Berdasarkan statistik, Jeon Da-bin melakukan empat kali serangan, tetapi yang sukses cuma tiga.
Di kubu tim lawan, Moma Bassoko mencetak 14 poin, Yang Hyo-jin 13 poin, Lee Da-hyeon 10 poin.
Atas hasil ini, Red Sparks disalip posisinya oleh Hyundai Hillstate di peringkat kedua klasemen V-League 2024-2025.
Red Sparks kini turun di peringkat ketiga dengan mengoleksi 60 poin, Hillstate naik ke peringkat kedua dengan 63 poin.
Di mana Red Sparks masih memiliki kesempatan untuk kembali menyalip juara bertahan V-League, dengan syarat Hyundai Hillstate harus kalah di dua pertandingan tersisa dan Red Sparks menang di dua pertandingan tersisa.
Berikut komentar fans Korea atas kekalahan Red Sparks dari Hyundai Hillstate
"Kita berada di posisi ke-3, bukan karena kita tidak bisa mengejar poin, jadi kita bisa berjuang untuk posisi ke-2. Tidakkah pelatih memikirkan moral para pemain yang telah berjuang selama satu musim?," ungkap fans Red Sparks.

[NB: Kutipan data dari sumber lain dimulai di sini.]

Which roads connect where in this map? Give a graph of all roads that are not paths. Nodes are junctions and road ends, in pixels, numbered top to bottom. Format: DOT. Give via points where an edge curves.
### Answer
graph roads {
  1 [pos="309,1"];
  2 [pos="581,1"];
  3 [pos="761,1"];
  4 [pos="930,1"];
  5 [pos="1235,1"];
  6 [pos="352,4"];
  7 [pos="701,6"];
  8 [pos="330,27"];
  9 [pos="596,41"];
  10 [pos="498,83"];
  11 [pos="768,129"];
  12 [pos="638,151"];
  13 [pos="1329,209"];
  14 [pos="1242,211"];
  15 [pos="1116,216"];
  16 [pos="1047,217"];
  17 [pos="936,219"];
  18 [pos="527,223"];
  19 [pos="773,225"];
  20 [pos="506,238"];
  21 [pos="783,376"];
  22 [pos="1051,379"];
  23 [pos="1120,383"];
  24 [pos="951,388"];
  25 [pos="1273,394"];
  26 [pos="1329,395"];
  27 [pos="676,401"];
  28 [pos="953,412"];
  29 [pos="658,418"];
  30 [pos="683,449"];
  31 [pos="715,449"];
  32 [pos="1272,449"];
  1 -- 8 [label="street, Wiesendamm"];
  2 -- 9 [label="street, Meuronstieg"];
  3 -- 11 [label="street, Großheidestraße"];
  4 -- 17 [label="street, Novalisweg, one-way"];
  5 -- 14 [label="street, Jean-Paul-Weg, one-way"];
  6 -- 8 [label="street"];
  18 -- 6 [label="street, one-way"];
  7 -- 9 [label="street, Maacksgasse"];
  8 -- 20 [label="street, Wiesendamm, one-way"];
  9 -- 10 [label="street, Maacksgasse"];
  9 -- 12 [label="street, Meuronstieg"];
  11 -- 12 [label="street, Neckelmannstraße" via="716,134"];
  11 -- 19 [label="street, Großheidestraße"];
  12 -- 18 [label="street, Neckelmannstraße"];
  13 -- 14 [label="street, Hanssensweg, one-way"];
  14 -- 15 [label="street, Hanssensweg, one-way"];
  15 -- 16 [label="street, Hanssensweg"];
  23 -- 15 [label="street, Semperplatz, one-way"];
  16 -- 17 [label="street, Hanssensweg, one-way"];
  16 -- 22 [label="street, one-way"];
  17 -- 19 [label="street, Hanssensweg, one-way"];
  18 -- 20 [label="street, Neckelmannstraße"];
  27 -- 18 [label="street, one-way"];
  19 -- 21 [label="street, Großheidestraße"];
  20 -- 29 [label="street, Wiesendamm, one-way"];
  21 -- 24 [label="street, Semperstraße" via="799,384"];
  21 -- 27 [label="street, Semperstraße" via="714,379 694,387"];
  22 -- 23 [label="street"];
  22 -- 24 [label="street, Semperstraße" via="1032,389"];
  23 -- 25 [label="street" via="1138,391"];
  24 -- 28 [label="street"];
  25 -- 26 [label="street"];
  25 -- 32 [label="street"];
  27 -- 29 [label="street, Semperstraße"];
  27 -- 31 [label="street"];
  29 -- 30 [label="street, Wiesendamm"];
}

"Gelar runner-up reguler berada di depan mata, Ko Hee-jin bukankah Anda berada di dalam situasi di mana Anda memiliki kekuatan yang belum pernah Anda miliki sebelumnya?" ucap fans.
"Tidakkah pelatih tahu bahwa Red Sparks akan masuk ke babak playoff untuk bertemu Hillstate? tetapi di mana lagi pelatih dapat menemukan pertandingan yang tepat untuk melihat kerja sama tim?" ujarnya.
"Bisakah pelatih memberi pertandingan uji coba kepada pemain inti, sehingga bisa menganalisis bagaimana tim lawan?" ujar fans Red Sparks.
- KOVO
Ini bukan hanya laga gengsi, tetapi untuk masing-masing pelatih dalam mengatur strategi di babak playoff, posisi runner-up cukup penting.
Terlebih lagi, Hyundai Hillstate bukan tim yang mudah, mereka punya label juara bertahan dan segudang pengalaman di partai final, tentunya memiliki pemain asing yang baik seperti Laetitia Moma Bassoko.
Menggunakan format best of three, pemenang babak playoff antara Hyundai Hillstate dan Red Sparks akan berhak langsung melaju ke babak grand final melawan Pink Spiders.
"Menurutku, memainkan pelapis terus menerus sepeti itu, juga tidak baik untuk pemain inti. Sejujurnya jika bertarung melawan pemain inti tim lawan, jelas akan kalah, karena tekanan dan beban mental akan sangat besar, namun semakin banyak dilakukan, maka semakin tidak berhasil, sehingga pemain akan merasa frustasi, dan mentalitas mereka mungkin akan semakin hancur." ujar fans.